2) Things are slightly more interesting if we cut open the black box
 and look inside.  We write P = Q + R where P is the overall 4-momentum
 of the system, R is the 4-momentum of the rock, and Q is the 4-momentum
 of the other material objects, i.e. moon + astronaut.

 -- As previously established, dropping the rock has no effect on P.
 -- Dropping the rock causes a change in R ... and a less obvious
  but still important change in Q.
 -- In an inertial frame comoving with the astronaut, dropping the
  rock allows the KE of the rock to increase.  So there is some KE
  "within" the SYSTEM.  However, this is not properly considered KE
  "of" the overall SYSTEM.  We see that there is tremendous potential
  for confusion about what is meant by "the KE".  This confusion has
  nothing to do with relativity or with nuclear reactions;  it goes
  back to the most elementary Day One definition of KE.
     http://www.av8n.com/physics/kinetic-energy.htm
 -- Dropping the rock does not change the mass (i.e. rest energy)
  of the rock ... and also does not change the mass (i.e. rest energy)
  of the astronaut+moon subsystem.
 -- We now calculate the rest mass of the Q+R combination.  In particular, 
  the negative of mass squared is (Q+R)•(Q+R) = Q•Q + R•R + 2Q•R.  That's 
  interesting, because I was taught when I was 5 years old that the mass 
  of a combined system was equal to the sum of the masses of the component 
  parts, and we have just proved that this is not true.  The correction 
  term, i.e. the cross term 2Q•R, is small in ordinary rock-dropping
  experiments, but may well be significant in the analogous nuclear 
  reactions.
 -- We have also stumbled onto the fact that the overall system cannot
  be written as P=Q+R.  In particular, it should be clear that we cannot
  have P•P = Q•Q + R•R + 2Q•R because P•P is constant, Q•Q is constant,
  R•R is constant, but the Q•R cross term is not constant while the rock
  is dropping.  We simply must write P=Q+R+G where G is the 4-momentum
  of the gravitational field.

So, the primary sources of possible confusion are:
 -- Mass is not additive.  The mass of the compound system is the mass 
  of the constituent parts _plus_ a term representing the binding energy.
 -- Changes in binding energy are immeasurably small for ordinary chemical
  reactions and ordinary rock-dropping.  That's true as far as I know, but 
  the changes seem just barely beyond the reach of experiments, and I would 
  not be the least surprised to read that some enterprising experimentalist
  managed to pull off such a measurement.
 -- Changes in binding energy are routinely measured for nuclear reactions.
 -- KE within a system is not properly considered KE "of" the overall
  system.
 -- Gravitational potential energy is not properly considered as "in" or
  "of" the rock, even if/when it is for all practical purposes determined
  by what the rock is doing.

Compare the complexity of analysis (2) with the simplicity of analysis (1).

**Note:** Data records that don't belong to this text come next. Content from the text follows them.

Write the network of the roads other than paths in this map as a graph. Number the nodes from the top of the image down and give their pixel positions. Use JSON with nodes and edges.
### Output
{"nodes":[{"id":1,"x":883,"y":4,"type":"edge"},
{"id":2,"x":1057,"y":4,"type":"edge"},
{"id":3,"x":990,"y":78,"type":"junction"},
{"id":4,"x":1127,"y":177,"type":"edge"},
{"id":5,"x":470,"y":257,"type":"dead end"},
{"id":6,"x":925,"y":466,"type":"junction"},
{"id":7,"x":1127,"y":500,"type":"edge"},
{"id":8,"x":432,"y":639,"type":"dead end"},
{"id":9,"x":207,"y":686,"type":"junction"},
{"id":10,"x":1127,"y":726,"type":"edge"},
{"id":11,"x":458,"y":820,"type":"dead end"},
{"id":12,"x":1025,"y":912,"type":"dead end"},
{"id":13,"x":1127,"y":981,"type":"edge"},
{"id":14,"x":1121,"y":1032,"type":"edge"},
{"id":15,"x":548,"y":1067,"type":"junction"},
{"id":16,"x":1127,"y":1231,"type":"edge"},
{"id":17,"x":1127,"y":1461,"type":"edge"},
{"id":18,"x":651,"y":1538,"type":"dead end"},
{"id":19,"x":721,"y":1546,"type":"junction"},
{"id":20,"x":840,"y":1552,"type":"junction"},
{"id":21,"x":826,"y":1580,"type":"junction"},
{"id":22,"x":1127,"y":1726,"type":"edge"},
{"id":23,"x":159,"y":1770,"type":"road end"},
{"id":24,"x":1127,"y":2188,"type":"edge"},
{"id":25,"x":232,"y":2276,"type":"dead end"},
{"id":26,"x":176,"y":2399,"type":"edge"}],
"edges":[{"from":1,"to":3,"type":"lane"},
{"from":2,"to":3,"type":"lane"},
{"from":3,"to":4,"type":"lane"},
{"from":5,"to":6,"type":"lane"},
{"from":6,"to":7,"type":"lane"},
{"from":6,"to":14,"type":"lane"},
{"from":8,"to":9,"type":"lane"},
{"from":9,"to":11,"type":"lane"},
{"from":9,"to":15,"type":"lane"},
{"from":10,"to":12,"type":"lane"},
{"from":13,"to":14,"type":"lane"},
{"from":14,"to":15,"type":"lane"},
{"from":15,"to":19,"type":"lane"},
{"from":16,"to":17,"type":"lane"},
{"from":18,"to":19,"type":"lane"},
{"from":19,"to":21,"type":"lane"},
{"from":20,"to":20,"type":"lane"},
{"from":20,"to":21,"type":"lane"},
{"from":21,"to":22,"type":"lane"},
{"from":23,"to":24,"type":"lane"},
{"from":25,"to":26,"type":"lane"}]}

> Here is an alternative scenario, if you'd prefer.
>  
> Consider an electron and proton separated by an finite amount. While
> the two particles approach, how does the kinetic energy of the
> proton/electron system change? How does the rest energy of the
> proton/electron system change? Are there any other forms of energy
> that are changing?

Same question, same answer.

> Or, if you prefer a nuclear example, consider nucleons in a less
> stable configuration moving to a more stable configuration.

Same question, same answer.  The only difference here is that we cannot
separate the nucleon/nucleon system into a "small" subsystem (the rock) 
and a "big" subsystem (the moon).  But the analysis I gave above does not '
depend on this separation, so the conclusions are unchanged.  (There are 
additional observations that one could make based on such separation, 
but I leave those for the interested reader to work out.)